| YOUR INSTRUCTIONS |
Transcribe all of the listing below in full.
====== MATERIAL FOR THE TASK
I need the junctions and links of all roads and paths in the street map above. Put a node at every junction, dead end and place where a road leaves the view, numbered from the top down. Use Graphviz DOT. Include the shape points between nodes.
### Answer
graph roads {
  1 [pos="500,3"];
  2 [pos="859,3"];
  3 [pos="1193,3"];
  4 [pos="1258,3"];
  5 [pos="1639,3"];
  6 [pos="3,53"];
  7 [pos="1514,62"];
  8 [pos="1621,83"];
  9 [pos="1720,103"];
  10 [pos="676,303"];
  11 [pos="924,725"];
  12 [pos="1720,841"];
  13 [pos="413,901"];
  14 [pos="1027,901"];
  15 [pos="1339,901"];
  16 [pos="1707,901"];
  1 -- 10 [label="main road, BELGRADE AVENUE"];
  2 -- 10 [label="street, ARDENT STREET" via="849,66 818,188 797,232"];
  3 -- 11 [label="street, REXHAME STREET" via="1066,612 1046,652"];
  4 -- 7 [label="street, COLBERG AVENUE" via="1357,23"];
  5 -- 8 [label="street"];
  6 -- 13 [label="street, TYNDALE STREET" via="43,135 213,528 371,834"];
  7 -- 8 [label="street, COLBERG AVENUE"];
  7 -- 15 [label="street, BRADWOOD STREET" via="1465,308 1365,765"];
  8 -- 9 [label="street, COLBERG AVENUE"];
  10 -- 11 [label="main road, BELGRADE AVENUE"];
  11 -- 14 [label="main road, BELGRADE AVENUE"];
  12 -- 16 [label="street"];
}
============
| RESULT |
I need the junctions and links of all roads and paths in the street map above. Put a node at every junction, dead end and place where a road leaves the view, numbered from the top down. Use Graphviz DOT. Include the shape points between nodes.
### Answer
graph roads {
  1 [pos="500,3"];
  2 [pos="859,3"];
  3 [pos="1193,3"];
  4 [pos="1258,3"];
  5 [pos="1639,3"];
  6 [pos="3,53"];
  7 [pos="1514,62"];
  8 [pos="1621,83"];
  9 [pos="1720,103"];
  10 [pos="676,303"];
  11 [pos="924,725"];
  12 [pos="1720,841"];
  13 [pos="413,901"];
  14 [pos="1027,901"];
  15 [pos="1339,901"];
  16 [pos="1707,901"];
  1 -- 10 [label="main road, BELGRADE AVENUE"];
  2 -- 10 [label="street, ARDENT STREET" via="849,66 818,188 797,232"];
  3 -- 11 [label="street, REXHAME STREET" via="1066,612 1046,652"];
  4 -- 7 [label="street, COLBERG AVENUE" via="1357,23"];
  5 -- 8 [label="street"];
  6 -- 13 [label="street, TYNDALE STREET" via="43,135 213,528 371,834"];
  7 -- 8 [label="street, COLBERG AVENUE"];
  7 -- 15 [label="street, BRADWOOD STREET" via="1465,308 1365,765"];
  8 -- 9 [label="street, COLBERG AVENUE"];
  10 -- 11 [label="main road, BELGRADE AVENUE"];
  11 -- 14 [label="main road, BELGRADE AVENUE"];
  12 -- 16 [label="street"];
}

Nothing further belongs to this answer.